Arrive in vibrant Marrakech in the mid to late afternoon and settle into your riad before exploring your surroundings. For a unique way to tour the medina, board a calèche (French for horse-drawn carriage) and begin to orient yourself. In the early evening, the main square, Jemaa el-Fna, comes alive with musicians, performers, snake charmers, games, and food stalls, a catch-all of entertainment. If you want to enjoy the spectacle from a distance, choose one of the many cafés surrounding the square and enjoy a cup of mint tea and a meal.
Day 6: Marrakech: Exploring the Red City
Nicknamed the "Red City" for its red sandstone walls and buildings, Marrakech was once an important trading capital for Atlas mountain tribes, and remains an exciting former imperial city.

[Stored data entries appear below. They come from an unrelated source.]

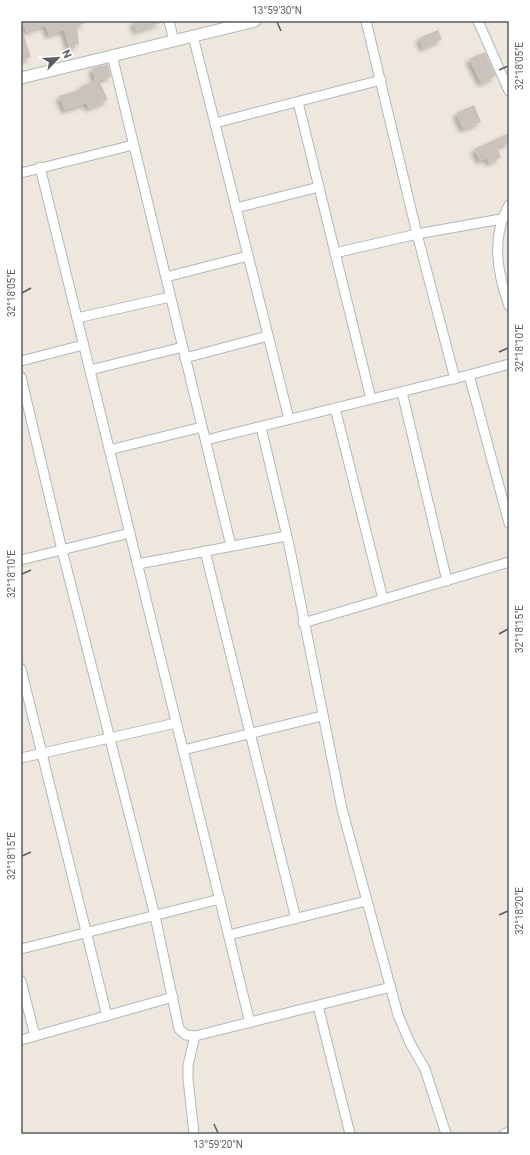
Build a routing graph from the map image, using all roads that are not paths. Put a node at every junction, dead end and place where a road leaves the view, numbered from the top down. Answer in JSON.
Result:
{"nodes":[{"id":1,"x":169,"y":21,"type":"edge"},
{"id":2,"x":255,"y":21,"type":"edge"},
{"id":3,"x":366,"y":21,"type":"edge"},
{"id":4,"x":478,"y":21,"type":"edge"},
{"id":5,"x":242,"y":23,"type":"edge"},
{"id":6,"x":193,"y":36,"type":"junction"},
{"id":7,"x":174,"y":41,"type":"junction"},
{"id":8,"x":112,"y":55,"type":"junction"},
{"id":9,"x":21,"y":78,"type":"edge"},
{"id":10,"x":381,"y":80,"type":"junction"},
{"id":11,"x":509,"y":91,"type":"edge"},
{"id":12,"x":298,"y":102,"type":"junction"},
{"id":13,"x":215,"y":123,"type":"junction"},
{"id":14,"x":133,"y":145,"type":"junction"},
{"id":15,"x":40,"y":168,"type":"junction"},
{"id":16,"x":21,"y":173,"type":"edge"},
{"id":17,"x":319,"y":187,"type":"junction"},
{"id":18,"x":509,"y":205,"type":"edge"},
{"id":19,"x":236,"y":208,"type":"junction"},
{"id":20,"x":501,"y":219,"type":"junction"},
{"id":21,"x":417,"y":234,"type":"junction"},
{"id":22,"x":335,"y":253,"type":"junction"},
{"id":23,"x":248,"y":256,"type":"junction"},
{"id":24,"x":166,"y":277,"type":"junction"},
{"id":25,"x":170,"y":297,"type":"junction"},
{"id":26,"x":509,"y":306,"type":"edge"},
{"id":27,"x":77,"y":318,"type":"junction"},
{"id":28,"x":268,"y":336,"type":"junction"},
{"id":29,"x":83,"y":344,"type":"junction"},
{"id":30,"x":183,"y":347,"type":"junction"},
{"id":31,"x":186,"y":358,"type":"junction"},
{"id":32,"x":21,"y":362,"type":"edge"},
{"id":33,"x":509,"y":364,"type":"edge"},
{"id":34,"x":90,"y":370,"type":"junction"},
{"id":35,"x":469,"y":375,"type":"junction"},
{"id":36,"x":21,"y":377,"type":"edge"},
{"id":37,"x":455,"y":379,"type":"junction"},
{"id":38,"x":402,"y":392,"type":"junction"},
{"id":39,"x":371,"y":399,"type":"junction"},
{"id":40,"x":335,"y":408,"type":"junction"},
{"id":41,"x":289,"y":420,"type":"junction"},
{"id":42,"x":261,"y":427,"type":"junction"},
{"id":43,"x":202,"y":428,"type":"junction"},
{"id":44,"x":206,"y":440,"type":"junction"},
{"id":45,"x":109,"y":450,"type":"junction"},
{"id":46,"x":509,"y":523,"type":"edge"},
{"id":47,"x":130,"y":533,"type":"junction"},
{"id":48,"x":286,"y":536,"type":"junction"},
{"id":49,"x":232,"y":546,"type":"junction"},
{"id":50,"x":62,"y":550,"type":"junction"},
{"id":51,"x":205,"y":552,"type":"junction"},
{"id":52,"x":21,"y":560,"type":"edge"},
{"id":53,"x":509,"y":562,"type":"edge"},
{"id":54,"x":138,"y":564,"type":"junction"},
{"id":55,"x":447,"y":581,"type":"junction"},
{"id":56,"x":383,"y":599,"type":"junction"},
{"id":57,"x":303,"y":623,"type":"junction"},
{"id":58,"x":21,"y":669,"type":"edge"},
{"id":59,"x":322,"y":716,"type":"junction"},
{"id":60,"x":176,"y":723,"type":"junction"},
{"id":61,"x":250,"y":734,"type":"junction"},
{"id":62,"x":110,"y":738,"type":"junction"},
{"id":63,"x":183,"y":750,"type":"junction"},
{"id":64,"x":42,"y":754,"type":"junction"},
{"id":65,"x":21,"y":758,"type":"edge"},
{"id":66,"x":220,"y":899,"type":"junction"},
{"id":67,"x":366,"y":901,"type":"junction"},
{"id":68,"x":155,"y":916,"type":"junction"},
{"id":69,"x":296,"y":919,"type":"junction"},
{"id":70,"x":86,"y":934,"type":"junction"},
{"id":71,"x":229,"y":936,"type":"junction"},
{"id":72,"x":21,"y":949,"type":"edge"},
{"id":73,"x":21,"y":981,"type":"edge"},
{"id":74,"x":391,"y":987,"type":"junction"},
{"id":75,"x":173,"y":997,"type":"junction"},
{"id":76,"x":318,"y":1006,"type":"junction"},
{"id":77,"x":107,"y":1016,"type":"junction"},
{"id":78,"x":250,"y":1023,"type":"junction"},
{"id":79,"x":35,"y":1036,"type":"junction"},
{"id":80,"x":195,"y":1036,"type":"junction"},
{"id":81,"x":21,"y":1040,"type":"edge"},
{"id":82,"x":509,"y":1132,"type":"edge"},
{"id":83,"x":194,"y":1134,"type":"edge"},
{"id":84,"x":350,"y":1134,"type":"edge"},
{"id":85,"x":446,"y":1134,"type":"edge"},
{"id":86,"x":504,"y":1134,"type":"edge"}],
"edges":[{"from":1,"to":7,"type":"street"},
{"from":2,"to":5,"type":"street"},
{"from":3,"to":10,"type":"street"},
{"from":4,"to":11,"type":"street"},
{"from":5,"to":6,"type":"street"},
{"from":6,"to":7,"type":"street"},
{"from":6,"to":13,"type":"street"},
{"from":7,"to":8,"type":"street"},
{"from":8,"to":9,"type":"street"},
{"from":8,"to":14,"type":"street"},
{"from":10,"to":12,"type":"street"},
{"from":10,"to":21,"type":"street"},
{"from":12,"to":13,"type":"street"},
{"from":12,"to":17,"type":"street"},
{"from":13,"to":19,"type":"street"},
{"from":14,"to":15,"type":"street"},
{"from":14,"to":24,"type":"street"},
{"from":15,"to":16,"type":"street"},
{"from":15,"to":27,"type":"street"},
{"from":17,"to":19,"type":"street"},
{"from":17,"to":22,"type":"street"},
{"from":18,"to":20,"type":"street"},
{"from":19,"to":23,"type":"street"},
{"from":20,"to":21,"type":"street"},
{"from":20,"to":26,"type":"street"},
{"from":21,"to":22,"type":"street"},
{"from":21,"to":37,"type":"street"},
{"from":22,"to":39,"type":"street"},
{"from":23,"to":24,"type":"street"},
{"from":23,"to":28,"type":"street"},
{"from":24,"to":25,"type":"street"},
{"from":25,"to":27,"type":"street"},
{"from":25,"to":30,"type":"street"},
{"from":27,"to":29,"type":"street"},
{"from":28,"to":31,"type":"street"},
{"from":28,"to":41,"type":"street"},
{"from":29,"to":32,"type":"street"},
{"from":29,"to":34,"type":"street"},
{"from":30,"to":31,"type":"street"},
{"from":30,"to":34,"type":"street"},
{"from":31,"to":43,"type":"street"},
{"from":33,"to":35,"type":"street"},
{"from":34,"to":45,"type":"street"},
{"from":35,"to":37,"type":"street"},
{"from":35,"to":46,"type":"street"},
{"from":36,"to":50,"type":"street"},
{"from":37,"to":38,"type":"street"},
{"from":38,"to":39,"type":"street"},
{"from":38,"to":55,"type":"street"},
{"from":39,"to":40,"type":"street"},
{"from":40,"to":41,"type":"street"},
{"from":40,"to":56,"type":"street"},
{"from":41,"to":42,"type":"street"},
{"from":42,"to":44,"type":"street"},
{"from":42,"to":48,"type":"street"},
{"from":43,"to":44,"type":"street"},
{"from":43,"to":45,"type":"street"},
{"from":44,"to":49,"type":"street"},
{"from":45,"to":47,"type":"street"},
{"from":47,"to":50,"type":"street"},
{"from":47,"to":54,"type":"street"},
{"from":48,"to":49,"type":"street"},
{"from":48,"to":57,"type":"street"},
{"from":49,"to":51,"type":"street"},
{"from":50,"to":52,"type":"street"},
{"from":50,"to":62,"type":"street"},
{"from":51,"to":54,"type":"street"},
{"from":51,"to":61,"type":"street"},
{"from":53,"to":55,"type":"street"},
{"from":54,"to":60,"type":"street"},
{"from":55,"to":56,"type":"street"},
{"from":56,"to":57,"type":"street"},
{"from":57,"to":59,"type":"street"},
{"from":58,"to":64,"type":"street"},
{"from":59,"to":61,"type":"street"},
{"from":59,"to":67,"type":"street"},
{"from":60,"to":62,"type":"street"},
{"from":60,"to":63,"type":"street"},
{"from":61,"to":63,"type":"street"},
{"from":61,"to":69,"type":"street"},
{"from":62,"to":64,"type":"street"},
{"from":62,"to":68,"type":"street"},
{"from":63,"to":66,"type":"street"},
{"from":64,"to":65,"type":"street"},
{"from":64,"to":70,"type":"street"},
{"from":66,"to":68,"type":"street"},
{"from":66,"to":71,"type":"street"},
{"from":67,"to":69,"type":"street"},
{"from":67,"to":74,"type":"street"},
{"from":68,"to":70,"type":"street"},
{"from":68,"to":75,"type":"street"},
{"from":69,"to":71,"type":"street"},
{"from":70,"to":72,"type":"street"},
{"from":70,"to":77,"type":"street"},
{"from":71,"to":78,"type":"street"},
{"from":73,"to":79,"type":"street"},
{"from":74,"to":76,"type":"street"},
{"from":74,"to":85,"type":"street"},
{"from":75,"to":77,"type":"street"},
{"from":75,"to":80,"type":"street"},
{"from":76,"to":78,"type":"street"},
{"from":76,"to":84,"type":"street"},
{"from":77,"to":79,"type":"street"},
{"from":78,"to":80,"type":"street"},
{"from":79,"to":81,"type":"street"},
{"from":80,"to":83,"type":"street"},
{"from":82,"to":86,"type":"street"}]}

Begin exploring Marrakech's ancient medina, starting with the Koutoubia Mosque and Gardens. Though the mosque cannot be entered by non-muslims, it's worth checking out its 12th-century foundations and 253 feet (77 m) minaret. Visit the fountains and pools in the adjoining garden.
Indulge your senses as you explore the complicated labyrinth of souks, tucked behind ordinary restaurants and shops. Check out Souk el Attarin, Souk Chouari, and Souk Smata for a selection of spices, woodwork, and babouche (traditional Moroccan slippers). Visit Souk des Teinturiers or the dyers’ souk to see how cloth and yarn are dyed using traditional methods. Next, admire the fine example of Moroccan Islamic architecture of the Ben Youssef Madrasa, a 16th-century Koranic school, and note the ornate detail of its interior: carved cedar ceilings, sculpted plaster, and zellij tiling.
Day 7: Amizmiz and the High Atlas mountains
Today you will venture south of Marrakech to the small town of Amizmiz in the foothills of the High Atlas mountains (about one hour away). Spend time exploring the modest market in the old town before joining your mountain guide to trek the narrow roads and mule paths in the surrounding hills. Hike between small Berber villages and observe the local farmers and shepherds as they tend to their animals and the landscape. You may even see children on their way to or from school, which are typically shared between a few nearby villages.
Stop and enjoy lunch with a local family and gain insight into their daily lives as you learn how to make homemade bread. Continue your hike into the afternoon before returning to another local Berber home where you will be welcomed for dinner and provided with a room to retire for the evening.
Day 8: Continue Hiking; Return to Marrakech
Have breakfast with your hosts before saying goodbye and heading out on the trail. Continue to explore the local scenery and other nearby towns before returning to Marrakech.
Upon arriving in Marrakech, explore the kasbah area south of Jemaa el-Fna and check out the Saadian Tombs and discover the 500-year old craftsmanship that went into its construction. Visit the sunken gardens of the 17th-century El Badi Palace as you work your way through the mellah (Jewish quarter) and to the 19th-century Bahia Palace. If there's time, you may wish to check out the Dar Di Said Museum (also known as the Museum of Moroccan Arts) to see exhibits of clothing, antiques, jewelry, and beautifully carved Hispano-Moorish decorations of carved cedar wood.
Day 9: Departure from Marrakech
Rise early and complete any last minute gift and souvenir shopping before finding the 12th-century Almoravid Koubba. The only surviving Almoravid monument, the Koubba was rediscovered in 1948. If time allows, visit the Marrakech Museum. Housed in the 19th-century Moorish Dar Mnebbi Palace, the museum offers a collection of modern and traditional art, including artifacts of Berber, Moroccan Jewish and Islamic cultures.